Milincho commented 1 year ago

Problem Description

That limit has been patched out for some time: https://github.com/keylase/nvidia-patch

What version of VidCoder are you running?

9.3 Beta

Encode Log

No response

RandomEngy commented 1 year ago

Oh, so you can install a custom driver to remove this limit? Do you know why the limit is there in the default drivers? I think this would have to be a setting. How many is the practical maximum?

Milincho commented 1 year ago

Oh, so you can install a custom driver to remove this limit? Do you know why the limit is there in the default drivers? I think this would have to be a setting. How many is the practical maximum?

It's not a custom driver, but a patch for each driver version from Nvidia. It also automatically appears as an option using NVcleanstall (which a lot of people use, and it's very recommended): image

Nvidia artificially limiting 'consumer grade' products to push more expensive hardware to 'professionals'. Shocking. ¯_(ツ)_/¯

I don't know how many is the practical limit (maybe unlimited), but I guess at least 10-12 would be fine.

Here is the Windows page: https://github.com/keylase/nvidia-patch/tree/master/win

FFmpeg can be used to check if the limit has been removed: https://github.com/keylase/nvidia-patch/wiki/Verify-NVENC-patch

sr55 commented 1 year ago

The encode limit isn't very relevant for general purpose encoding.

It makes a difference with streaming as you are not using the full encode capacity of the encode engine as you are typically limited to 1080p60/4k60 so there is headroom to run multi-streams on the same encode engine.

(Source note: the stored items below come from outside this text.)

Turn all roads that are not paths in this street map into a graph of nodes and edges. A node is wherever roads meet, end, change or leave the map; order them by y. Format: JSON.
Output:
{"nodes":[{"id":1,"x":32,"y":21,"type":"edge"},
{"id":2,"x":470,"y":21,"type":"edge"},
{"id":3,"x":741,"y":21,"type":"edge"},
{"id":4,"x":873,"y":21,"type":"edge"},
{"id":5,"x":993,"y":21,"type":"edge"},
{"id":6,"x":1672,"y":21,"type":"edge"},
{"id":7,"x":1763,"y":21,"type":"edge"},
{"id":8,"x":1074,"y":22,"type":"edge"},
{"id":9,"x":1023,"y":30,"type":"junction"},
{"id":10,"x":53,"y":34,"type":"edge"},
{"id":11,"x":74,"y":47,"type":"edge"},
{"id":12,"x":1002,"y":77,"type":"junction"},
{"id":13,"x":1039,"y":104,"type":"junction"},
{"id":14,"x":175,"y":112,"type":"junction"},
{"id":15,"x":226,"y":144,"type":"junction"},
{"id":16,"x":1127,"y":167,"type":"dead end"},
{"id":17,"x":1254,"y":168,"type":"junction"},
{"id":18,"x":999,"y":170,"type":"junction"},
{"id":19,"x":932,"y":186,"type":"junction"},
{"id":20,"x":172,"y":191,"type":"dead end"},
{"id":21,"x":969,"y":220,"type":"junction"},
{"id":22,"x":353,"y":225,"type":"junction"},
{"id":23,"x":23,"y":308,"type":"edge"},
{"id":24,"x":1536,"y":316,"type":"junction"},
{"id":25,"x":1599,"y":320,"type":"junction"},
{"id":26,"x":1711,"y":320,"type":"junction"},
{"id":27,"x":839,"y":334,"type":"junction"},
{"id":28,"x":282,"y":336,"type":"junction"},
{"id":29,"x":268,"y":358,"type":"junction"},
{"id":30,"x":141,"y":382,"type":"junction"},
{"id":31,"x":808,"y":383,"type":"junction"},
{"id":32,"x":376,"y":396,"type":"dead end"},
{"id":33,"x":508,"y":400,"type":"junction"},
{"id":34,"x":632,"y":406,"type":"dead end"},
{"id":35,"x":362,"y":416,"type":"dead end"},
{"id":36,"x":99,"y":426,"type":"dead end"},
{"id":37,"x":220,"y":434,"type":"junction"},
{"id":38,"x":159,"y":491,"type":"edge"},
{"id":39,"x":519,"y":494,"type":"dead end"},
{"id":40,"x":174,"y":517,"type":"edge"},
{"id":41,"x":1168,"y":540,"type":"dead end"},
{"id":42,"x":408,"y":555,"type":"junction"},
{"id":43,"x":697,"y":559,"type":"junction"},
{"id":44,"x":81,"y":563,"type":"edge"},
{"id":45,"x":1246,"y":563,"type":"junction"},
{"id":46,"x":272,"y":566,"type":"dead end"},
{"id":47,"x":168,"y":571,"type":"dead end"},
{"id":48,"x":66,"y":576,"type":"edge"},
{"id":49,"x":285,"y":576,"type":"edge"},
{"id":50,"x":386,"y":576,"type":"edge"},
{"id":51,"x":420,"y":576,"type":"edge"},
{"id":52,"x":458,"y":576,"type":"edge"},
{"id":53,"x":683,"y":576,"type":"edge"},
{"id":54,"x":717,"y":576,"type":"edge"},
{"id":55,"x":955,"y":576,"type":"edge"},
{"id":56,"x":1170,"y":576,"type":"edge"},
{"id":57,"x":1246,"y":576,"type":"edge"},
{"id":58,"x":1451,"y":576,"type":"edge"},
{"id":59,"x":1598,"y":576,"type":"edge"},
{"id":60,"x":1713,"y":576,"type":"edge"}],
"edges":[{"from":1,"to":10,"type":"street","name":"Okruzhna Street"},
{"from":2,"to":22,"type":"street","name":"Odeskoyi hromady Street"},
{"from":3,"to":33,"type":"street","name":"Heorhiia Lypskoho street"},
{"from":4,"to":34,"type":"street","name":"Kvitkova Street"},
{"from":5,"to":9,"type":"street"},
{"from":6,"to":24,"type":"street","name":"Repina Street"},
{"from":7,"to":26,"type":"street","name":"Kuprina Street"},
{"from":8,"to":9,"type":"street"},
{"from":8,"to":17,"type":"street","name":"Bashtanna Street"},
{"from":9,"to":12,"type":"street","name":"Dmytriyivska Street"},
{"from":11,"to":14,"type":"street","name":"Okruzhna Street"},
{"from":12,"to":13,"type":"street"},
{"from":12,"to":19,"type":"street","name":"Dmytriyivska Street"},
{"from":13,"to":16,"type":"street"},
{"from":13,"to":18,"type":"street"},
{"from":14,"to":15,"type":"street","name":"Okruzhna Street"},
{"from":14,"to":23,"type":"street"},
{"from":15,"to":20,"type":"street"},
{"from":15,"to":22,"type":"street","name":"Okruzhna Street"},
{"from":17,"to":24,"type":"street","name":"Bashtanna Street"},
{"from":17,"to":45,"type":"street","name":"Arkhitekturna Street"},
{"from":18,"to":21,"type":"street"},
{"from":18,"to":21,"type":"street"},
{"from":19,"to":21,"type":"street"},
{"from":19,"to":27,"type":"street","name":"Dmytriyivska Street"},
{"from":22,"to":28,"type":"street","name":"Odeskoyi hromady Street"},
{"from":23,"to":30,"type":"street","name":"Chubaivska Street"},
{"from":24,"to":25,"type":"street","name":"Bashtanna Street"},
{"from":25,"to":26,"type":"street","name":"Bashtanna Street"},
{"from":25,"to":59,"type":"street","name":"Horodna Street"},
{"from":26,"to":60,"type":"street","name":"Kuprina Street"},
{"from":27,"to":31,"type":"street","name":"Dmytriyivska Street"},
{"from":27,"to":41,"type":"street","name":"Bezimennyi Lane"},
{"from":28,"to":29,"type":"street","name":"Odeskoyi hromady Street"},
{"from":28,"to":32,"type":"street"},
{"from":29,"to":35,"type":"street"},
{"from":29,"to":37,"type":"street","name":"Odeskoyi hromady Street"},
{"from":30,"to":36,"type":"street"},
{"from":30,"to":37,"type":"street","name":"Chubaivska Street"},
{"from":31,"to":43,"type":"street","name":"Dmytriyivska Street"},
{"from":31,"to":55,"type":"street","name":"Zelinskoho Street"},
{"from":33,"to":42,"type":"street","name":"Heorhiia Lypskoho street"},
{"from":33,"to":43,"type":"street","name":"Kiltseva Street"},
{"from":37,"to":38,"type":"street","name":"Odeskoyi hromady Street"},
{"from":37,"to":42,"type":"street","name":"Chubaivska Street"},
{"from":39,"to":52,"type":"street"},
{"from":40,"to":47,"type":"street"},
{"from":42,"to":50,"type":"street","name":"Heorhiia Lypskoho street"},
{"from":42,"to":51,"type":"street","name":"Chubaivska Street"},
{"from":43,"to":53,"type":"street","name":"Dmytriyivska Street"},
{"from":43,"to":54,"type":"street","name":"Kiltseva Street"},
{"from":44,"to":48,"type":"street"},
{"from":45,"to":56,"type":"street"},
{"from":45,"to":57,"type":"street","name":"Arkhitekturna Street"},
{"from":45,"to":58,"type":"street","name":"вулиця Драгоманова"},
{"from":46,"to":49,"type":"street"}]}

Most consumer NVidia cards only have 1, or 2 encode engines. Each engine can support up to 5 streams as of hte latest driver.

However, if 1 stream maxes out an encode engine, running 2 has no benefit. the 2 streams will simply run at half the speed. (for a 1 encode engine card)

https://developer.nvidia.com/video-encode-and-decode-gpu-support-matrix-new "Total # of NVENC" column is what is relevant for GP encoding.

Milincho commented 1 year ago

My 4080 GPU is at 33% use encoding the limited 3 videos...

sr55 commented 1 year ago

Careful how you read it. Some tools will show real GPU usage which should be very low when running NVEnc.

Example: image

Notice, the engine engine is monitored separately. Some tools combine this into a GPU usage which is mis-leading. Some don't. This card is maxed out on encode.

Failing that, it's simply a nasty bottleneck that you have.

stevespaw commented 1 year ago

This is Windows 11 - more details now.

image

Milincho commented 1 year ago

Windows 11 Task Manager: image image

HWInfo64: image

It seems the GPU is not being used at all to decode the H264 input files, is this normal?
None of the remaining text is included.